KAISERSLAUTERN, Germany -- A way to meet people, get involved with a creative project and maybe spend a few minutes in the spotlight are three things that draw people to KMC Onstage in the Kaiserslautern Military Community.

The KMC Onstage is a community theater funded by the U.S. Army Garrison Rheinland-Pfalz Directorate of Family and Morale, Welfare and Recreation. There are 13 such Army community theaters in Europe, including eight in Germany, three in Italy and one each in Belgium and the Netherlands.

Each theater has an executive director and, maybe, a small staff, but like all community theaters around the world, the bulk of the work is done by volunteers.

"We wouldn't be able to put on a single production or sell a single ticket without volunteers," said Eric Danzeiser, KMC Onstage artistic director. "Volunteers are the theater's lifeblood and we're always looking for more volunteers."

Naythen Rinehart, who recently played the title role in "Young Frankenstein," said being on stage is only the most visible part of theater.

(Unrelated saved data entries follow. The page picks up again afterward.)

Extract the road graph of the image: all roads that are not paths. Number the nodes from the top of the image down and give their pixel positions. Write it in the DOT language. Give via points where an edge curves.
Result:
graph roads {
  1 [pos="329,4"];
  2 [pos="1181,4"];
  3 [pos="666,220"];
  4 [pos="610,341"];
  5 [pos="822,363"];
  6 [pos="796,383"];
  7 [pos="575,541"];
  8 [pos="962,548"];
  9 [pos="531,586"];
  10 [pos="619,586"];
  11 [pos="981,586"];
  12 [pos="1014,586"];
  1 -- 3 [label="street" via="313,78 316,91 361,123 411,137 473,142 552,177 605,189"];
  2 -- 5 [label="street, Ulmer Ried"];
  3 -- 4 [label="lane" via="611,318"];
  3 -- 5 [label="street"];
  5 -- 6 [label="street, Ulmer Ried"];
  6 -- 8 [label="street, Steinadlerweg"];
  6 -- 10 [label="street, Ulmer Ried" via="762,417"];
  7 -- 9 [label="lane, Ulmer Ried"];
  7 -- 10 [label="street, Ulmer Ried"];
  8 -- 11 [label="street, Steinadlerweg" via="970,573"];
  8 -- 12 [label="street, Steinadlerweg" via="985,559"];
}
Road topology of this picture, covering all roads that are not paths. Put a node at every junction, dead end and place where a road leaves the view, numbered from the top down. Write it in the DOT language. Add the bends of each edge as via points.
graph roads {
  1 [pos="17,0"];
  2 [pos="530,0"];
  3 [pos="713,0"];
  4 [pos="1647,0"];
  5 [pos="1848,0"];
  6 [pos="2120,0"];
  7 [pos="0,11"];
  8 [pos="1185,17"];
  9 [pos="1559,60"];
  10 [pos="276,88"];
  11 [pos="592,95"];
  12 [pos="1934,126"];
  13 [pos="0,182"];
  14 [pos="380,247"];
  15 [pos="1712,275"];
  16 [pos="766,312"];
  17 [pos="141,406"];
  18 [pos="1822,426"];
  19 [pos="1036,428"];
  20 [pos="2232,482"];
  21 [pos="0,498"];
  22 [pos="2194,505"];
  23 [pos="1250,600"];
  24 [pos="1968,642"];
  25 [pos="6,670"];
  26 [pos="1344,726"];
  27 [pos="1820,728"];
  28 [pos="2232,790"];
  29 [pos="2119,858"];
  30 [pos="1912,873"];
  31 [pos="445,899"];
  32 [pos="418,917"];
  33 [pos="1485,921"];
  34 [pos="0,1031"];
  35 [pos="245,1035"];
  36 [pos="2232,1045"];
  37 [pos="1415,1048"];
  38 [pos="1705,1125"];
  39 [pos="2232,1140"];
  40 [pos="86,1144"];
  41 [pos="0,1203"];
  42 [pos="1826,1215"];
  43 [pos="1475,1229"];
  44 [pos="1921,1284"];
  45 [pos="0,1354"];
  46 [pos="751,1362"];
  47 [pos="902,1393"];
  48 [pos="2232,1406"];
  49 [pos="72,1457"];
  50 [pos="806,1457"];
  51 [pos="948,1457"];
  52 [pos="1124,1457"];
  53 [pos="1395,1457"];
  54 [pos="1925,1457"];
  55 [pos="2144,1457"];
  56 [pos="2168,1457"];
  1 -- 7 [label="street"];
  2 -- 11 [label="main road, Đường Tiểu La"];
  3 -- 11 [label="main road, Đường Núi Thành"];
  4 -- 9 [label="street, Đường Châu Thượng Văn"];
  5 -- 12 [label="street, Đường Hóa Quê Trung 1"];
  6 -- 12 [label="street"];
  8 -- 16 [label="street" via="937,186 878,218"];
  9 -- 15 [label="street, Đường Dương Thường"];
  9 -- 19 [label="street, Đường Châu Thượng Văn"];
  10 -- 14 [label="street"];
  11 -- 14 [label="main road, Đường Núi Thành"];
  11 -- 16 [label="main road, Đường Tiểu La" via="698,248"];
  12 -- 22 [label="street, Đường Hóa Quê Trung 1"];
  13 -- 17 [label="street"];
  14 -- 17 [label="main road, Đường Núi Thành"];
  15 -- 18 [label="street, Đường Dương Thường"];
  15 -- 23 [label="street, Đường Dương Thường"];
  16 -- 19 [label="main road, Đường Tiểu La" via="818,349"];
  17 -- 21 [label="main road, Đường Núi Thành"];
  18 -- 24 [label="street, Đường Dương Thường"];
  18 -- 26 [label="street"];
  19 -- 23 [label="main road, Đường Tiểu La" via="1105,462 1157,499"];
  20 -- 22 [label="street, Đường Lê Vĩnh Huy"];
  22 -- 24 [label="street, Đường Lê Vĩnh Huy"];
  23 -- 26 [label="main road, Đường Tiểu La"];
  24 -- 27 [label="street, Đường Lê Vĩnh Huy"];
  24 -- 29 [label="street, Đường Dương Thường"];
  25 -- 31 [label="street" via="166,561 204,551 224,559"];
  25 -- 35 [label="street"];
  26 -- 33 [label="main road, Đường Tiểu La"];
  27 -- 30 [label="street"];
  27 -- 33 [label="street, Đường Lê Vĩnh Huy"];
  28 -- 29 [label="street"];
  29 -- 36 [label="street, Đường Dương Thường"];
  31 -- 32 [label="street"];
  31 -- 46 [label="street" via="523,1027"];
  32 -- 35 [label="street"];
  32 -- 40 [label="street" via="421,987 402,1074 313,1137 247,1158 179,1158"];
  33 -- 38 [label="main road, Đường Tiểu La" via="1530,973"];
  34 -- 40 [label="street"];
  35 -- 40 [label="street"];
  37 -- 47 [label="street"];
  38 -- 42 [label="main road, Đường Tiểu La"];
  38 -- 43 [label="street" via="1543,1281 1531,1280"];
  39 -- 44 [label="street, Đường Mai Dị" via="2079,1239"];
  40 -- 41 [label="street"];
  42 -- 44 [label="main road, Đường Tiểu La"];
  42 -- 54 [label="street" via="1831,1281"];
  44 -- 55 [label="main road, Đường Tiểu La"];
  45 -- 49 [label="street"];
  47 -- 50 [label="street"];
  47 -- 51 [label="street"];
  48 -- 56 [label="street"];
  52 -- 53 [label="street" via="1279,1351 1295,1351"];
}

There are many more "roles" for a volunteer to play.

"You can help build the sets, learn how to do lights or learn sound design," he said. "There are chances for new directors to direct smaller shows, there are opportunities to learn theater make-up, there are just a lot of things other than acting."

KMC Onstage has 12 productions a year between two facilities. The main stage, for larger productions is on Kleber Kaserne. Smaller, more intimate shows are held at the Kaiserslautern Community Activities Center on Daenner Kaserne.

The 12 shows include five musicals, two children's shows and one adults-only show, according to Danzeiser. The theater is currently finishing up its sold-out run of "Elf Jr. The Musical" while in the middle of rehearsals for "Footloose," which will run every weekend in February on the main stage. Meanwhile, "Five Women Wearing the Same Dress" is also in rehearsal and will run in the studio on Daenner Kaserne the last two weekends of January.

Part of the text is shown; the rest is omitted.